C. False: Along with these two types of cells, platelets also store and release histamine.
36D. False: IL-I is responsible for pyrexial response. Prostaglandin E2 is responsible for pain accompanying acute inflammation.
Q.2. Which of the following are true?
  1. Apoptosis is generally accompanied by inflammatory response.
  2. bcl-2 and P-53 are both proapoptotic genes.
  3. Caspases activate proteases.
  4. Councilman bodies are found in alcoholic hepatitis.
  5. Fat necrosis is also called saponification.
Ans. A. False: Apoptosis is characterized by the lack of inflammatory response.
B. False. bcl-2 inhibits apoptosis.
P-53 stimulate apoptosis.
C. True: Caspases activate proteinase as well as endonucleases.
D. False: Councilman bodies are found in apoptotic liver cells in viral hepatitis.
E. True.
Q.3. Which of the following are true?
  1. Tissue based basophils are called mast cells.
  2. Interstitial infiltration is a common response to viral infectious agents.

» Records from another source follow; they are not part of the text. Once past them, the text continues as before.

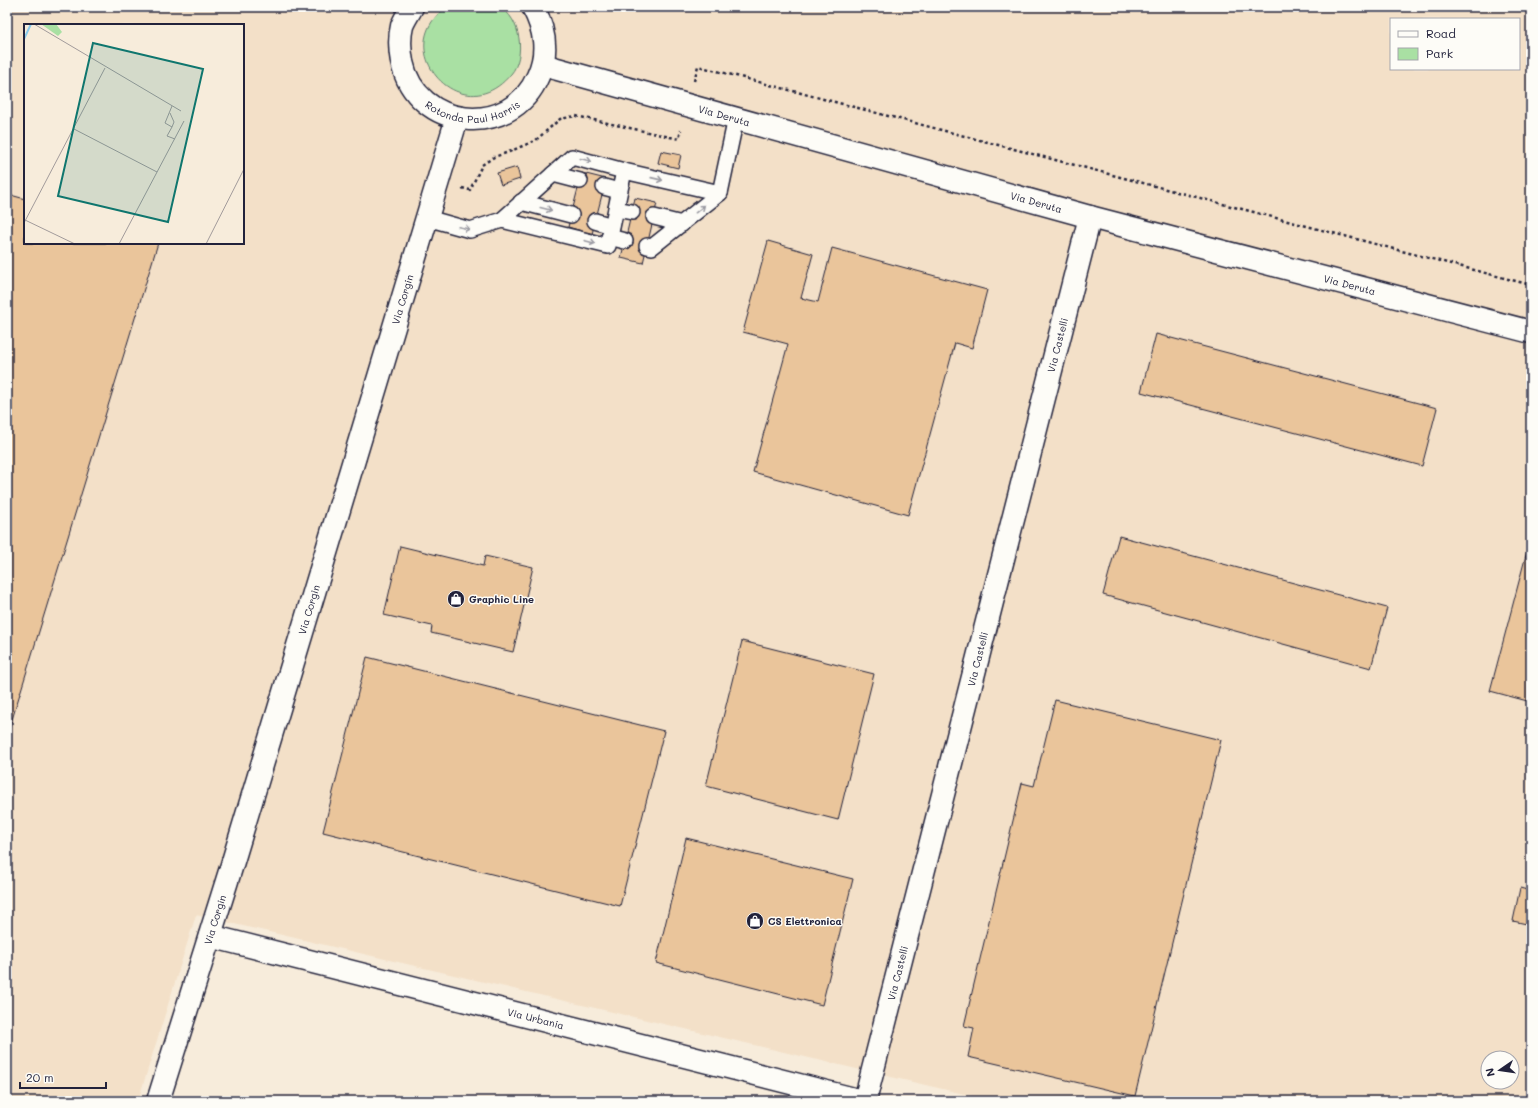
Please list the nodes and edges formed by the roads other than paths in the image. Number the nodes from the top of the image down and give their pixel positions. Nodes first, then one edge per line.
1 (412, 7) edge
2 (533, 7) edge
3 (544, 65) junction
4 (456, 118) junction
5 (736, 118) junction
6 (624, 171) junction
7 (552, 174) junction
8 (580, 181) dead end
9 (604, 187) dead end
10 (619, 191) junction
11 (720, 193) junction
12 (521, 202) junction
13 (616, 209) junction
14 (632, 212) dead end
15 (571, 215) dead end
16 (654, 217) dead end
17 (1090, 217) junction
18 (426, 218) junction
19 (502, 220) junction
20 (595, 221) dead end
21 (682, 224) junction
22 (611, 231) junction
23 (625, 241) dead end
24 (647, 246) dead end
25 (1531, 332) edge
26 (210, 936) junction
27 (158, 1101) edge
28 (863, 1101) edge

1 - 4 street, Rotonda Paul Harris
2 - 3 street, Rotonda Paul Harris
3 - 4 street, Rotonda Paul Harris
3 - 5 street, Via Deruta
4 - 18 street, Via Corgin
5 - 11 lane
5 - 17 street, Via Deruta
7 -> 6 lane
6 - 10 lane
6 -> 11 lane
7 - 8 lane
7 - 12 lane
9 - 10 lane
10 - 13 lane
21 -> 11 lane
12 -> 15 lane
12 - 19 lane
13 - 14 lane
13 - 22 lane
16 - 21 lane
17 - 25 street, Via Deruta
17 - 28 street, Via Castelli
18 -> 19 lane
18 - 26 street, Via Corgin
19 -> 22 lane
20 - 22 lane
21 - 24 lane
22 - 23 lane
26 - 27 street, Via Corgin
26 - 28 street, Via Urbania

  3. Syncytia formation is a response seen in cytopathic/cytoproliferative inflammation.
  4. Keloid is characterized by production of collgen of predominantly type IV.
  5. Basement membrane has a net positive charge.
Ans. A. True.
B. True: For example in viral hepatitis and viral myocarditis.
C. True: The cells are altered in ultrastructure.
D. False: Type III collagen is found in keloid. Type IV collagen is found in basement membrane.
E. False: Basement membrane has a net negative charge.